Ne olacak? Yine tesadüf diyeceğiz. (Dün, Yargıtay 5. Ceza Dairesi’nin usul eksikliği nedeniyle 16. Ağır ceza mahkemesine gönderdiği dosyanın usul eksikliğinin tamamlandığı, en kısa sürede Yargıtay’a gönderileceği haberi geldi.)

- Peki bu yaşananları hak etmek için ne yaptınız?
BANA yaşatılanları hak edecek ne yaptım diye sormayacaksınız... Bana yaşatanlara soracaksınız. Tekrar ediyorum.
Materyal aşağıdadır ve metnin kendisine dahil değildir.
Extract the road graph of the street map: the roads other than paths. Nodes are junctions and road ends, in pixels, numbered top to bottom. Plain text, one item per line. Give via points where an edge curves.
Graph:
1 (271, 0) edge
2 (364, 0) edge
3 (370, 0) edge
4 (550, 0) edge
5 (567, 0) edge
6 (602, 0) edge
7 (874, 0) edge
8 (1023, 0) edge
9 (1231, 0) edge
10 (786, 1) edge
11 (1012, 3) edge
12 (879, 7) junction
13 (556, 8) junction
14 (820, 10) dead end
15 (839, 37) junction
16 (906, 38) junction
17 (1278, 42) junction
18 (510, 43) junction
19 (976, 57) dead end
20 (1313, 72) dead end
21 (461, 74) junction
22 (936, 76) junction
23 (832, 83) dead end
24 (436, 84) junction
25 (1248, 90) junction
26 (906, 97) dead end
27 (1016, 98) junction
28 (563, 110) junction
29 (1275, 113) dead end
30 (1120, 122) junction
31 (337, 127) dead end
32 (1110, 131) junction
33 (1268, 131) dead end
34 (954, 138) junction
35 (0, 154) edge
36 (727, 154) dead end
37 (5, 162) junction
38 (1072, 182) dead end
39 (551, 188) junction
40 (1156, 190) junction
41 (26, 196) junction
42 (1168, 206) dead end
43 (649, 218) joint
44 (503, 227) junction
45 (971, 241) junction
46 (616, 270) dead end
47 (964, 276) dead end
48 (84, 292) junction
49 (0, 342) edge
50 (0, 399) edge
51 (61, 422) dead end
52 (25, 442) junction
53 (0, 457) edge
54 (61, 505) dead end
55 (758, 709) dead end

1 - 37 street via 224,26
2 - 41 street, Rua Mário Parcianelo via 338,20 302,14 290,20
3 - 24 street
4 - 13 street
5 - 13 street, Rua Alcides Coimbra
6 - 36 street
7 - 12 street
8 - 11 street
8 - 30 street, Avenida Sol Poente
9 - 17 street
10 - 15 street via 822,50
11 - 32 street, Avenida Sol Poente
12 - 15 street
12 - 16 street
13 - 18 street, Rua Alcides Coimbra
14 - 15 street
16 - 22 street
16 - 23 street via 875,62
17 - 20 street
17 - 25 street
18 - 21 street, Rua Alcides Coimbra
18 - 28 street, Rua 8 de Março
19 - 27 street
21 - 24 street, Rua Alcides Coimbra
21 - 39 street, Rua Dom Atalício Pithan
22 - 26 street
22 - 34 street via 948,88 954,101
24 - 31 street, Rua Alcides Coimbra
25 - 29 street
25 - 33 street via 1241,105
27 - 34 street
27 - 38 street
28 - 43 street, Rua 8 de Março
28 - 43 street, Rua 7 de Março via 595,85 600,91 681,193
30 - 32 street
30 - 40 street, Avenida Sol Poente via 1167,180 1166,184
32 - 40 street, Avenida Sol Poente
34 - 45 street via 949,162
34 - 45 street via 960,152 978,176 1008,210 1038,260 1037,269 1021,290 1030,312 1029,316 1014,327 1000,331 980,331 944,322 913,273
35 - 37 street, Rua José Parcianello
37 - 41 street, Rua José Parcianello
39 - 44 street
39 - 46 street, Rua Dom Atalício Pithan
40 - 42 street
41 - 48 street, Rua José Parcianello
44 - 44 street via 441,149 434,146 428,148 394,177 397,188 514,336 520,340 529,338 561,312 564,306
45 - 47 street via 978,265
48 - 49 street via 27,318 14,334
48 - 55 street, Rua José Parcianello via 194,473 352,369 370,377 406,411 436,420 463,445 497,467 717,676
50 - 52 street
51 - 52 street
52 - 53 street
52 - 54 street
Ben hep aynı şeyleri söyledim. Biz şike yapmadık. Tüm maçlarımızı hak ederek kazandık. Bu bir şike davası değildir. Herşeyi Fenerbahçe ve Aziz Yıldırım’ın üstüne atmaya çalışıyorlar. Madem biz şike yaptık, kiminle yaptık bunu? Nerede bir görüntü? Sivasspor kalecisi Korcan’ın yediği golleri konuşuyorlar. Stoch’un yüzde yüzlük golünü kurtardı. Şike yapacak olsa onu yerdi. Yahu o maçta bizim kalecinin yediklerini görmüyor musunuz? Ayağının altından topu kaçırdı. O Sivas maçı 10 dakika daha sürse yenilebilirdik bile. Ahmet Çakar çıkıyor, “Şu Avrupa maçında şaibe var” diyor. Hangi savcı kendisini çağırıp bir soru sordu? Ben geçmişte şaibeli dönemler olduğunu söylüyorum. Bir savcı çağırıp da, “Başkan anlat bildiklerini de gerekeni yapalım” demedi.
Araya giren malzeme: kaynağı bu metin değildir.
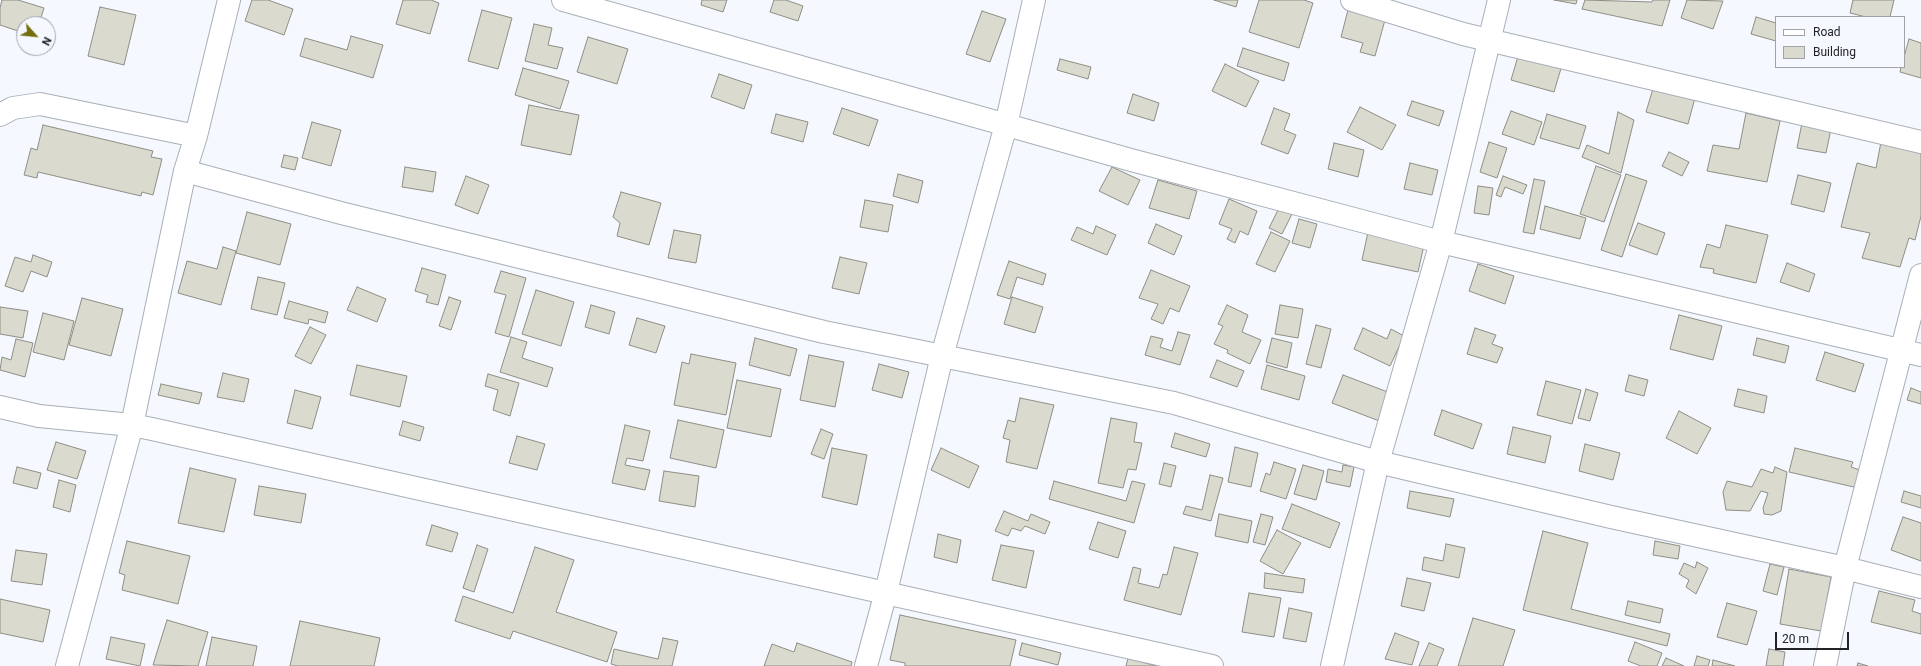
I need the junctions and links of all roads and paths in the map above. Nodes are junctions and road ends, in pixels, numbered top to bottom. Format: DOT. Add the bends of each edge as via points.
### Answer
graph roads {
  1 [pos="229,0"];
  2 [pos="563,0"];
  3 [pos="1034,0"];
  4 [pos="1352,0"];
  5 [pos="1499,0"];
  6 [pos="1491,40"];
  7 [pos="0,114"];
  8 [pos="1006,125"];
  9 [pos="196,136"];
  10 [pos="1921,142"];
  11 [pos="185,171"];
  12 [pos="1441,242"];
  13 [pos="1921,275"];
  14 [pos="1912,353"];
  15 [pos="942,356"];
  16 [pos="0,407"];
  17 [pos="132,425"];
  18 [pos="1378,462"];
  19 [pos="1845,568"];
  20 [pos="1921,587"];
  21 [pos="886,592"];
  22 [pos="67,666"];
  23 [pos="866,666"];
  24 [pos="1212,666"];
  25 [pos="1332,666"];
  26 [pos="1825,666"];
  1 -- 9 [label="street"];
  2 -- 8 [label="street"];
  3 -- 8 [label="street"];
  4 -- 6 [label="street"];
  5 -- 6 [label="street"];
  6 -- 10 [label="street"];
  6 -- 12 [label="street"];
  7 -- 9 [label="street" via="13,108 40,104"];
  8 -- 12 [label="street"];
  8 -- 15 [label="street"];
  9 -- 11 [label="street"];
  11 -- 15 [label="street" via="341,213 824,332"];
  11 -- 17 [label="street"];
  12 -- 14 [label="street"];
  12 -- 18 [label="street"];
  13 -- 14 [label="street"];
  14 -- 19 [label="street"];
  15 -- 18 [label="street" via="1174,403"];
  15 -- 21 [label="street"];
  16 -- 17 [label="street" via="39,416"];
  17 -- 21 [label="street"];
  17 -- 22 [label="street"];
  18 -- 19 [label="street" via="1611,517"];
  18 -- 25 [label="street"];
  19 -- 20 [label="street"];
  19 -- 26 [label="street"];
  21 -- 23 [label="street"];
  21 -- 24 [label="street"];
}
KULÜP TARİHİNE DAMGA VURDUM

- Çok şey yaşadınız, pişman mısınız?
ART niyetli değiliz. Fenerbahçe başkanı olarak yaşadıklarımdan hiç pişman değilim. Ben çocuklarıma da aileme de söyledim. Ben öyle bir görev yaptım ki, öldükten sonra bu yaptıklarım hep hatırlanacak. Şu anda 15 seneyi doldurdum. Rahmetli Şükrü Saracoğlu, ben ve Faruk abi (Ilgaz), biz üçümüz bu kulüpte damga vuran isimleriz yaptıklarımızla. Fenerbahçe’de bu kadar süre başkanlık kolay iş değil. Fenerbahçe, Türkiye’nin bir aynasıdır, yüzüdür. Alt kimlikte çok gruplar var. Herkesin fikri ayrı olabilir, ama bizim üst kimliğimiz Fenerbahçe’dir. Burayı da yönetmek kolay değildir, Türkiye gibidir. Bir kulübü 15 sene idare edebiliyorsam bu bir başarıdır. Öldükten sonra da benim aileme bıraktığım en büyük onur, her kapıyı açabilecek bir isimdir Aziz Yıldırım artık. Her kapıyı açacak derken kötü anlamda değil, nereye giderseniz saygı görürsünüz. 15 yıl kulübe hizmet etmiştir Aziz Yıldırım, ama kötü mü, iyi mi, bunun kararını Fenerbahçeliler ve spor kamuoyu verecektir.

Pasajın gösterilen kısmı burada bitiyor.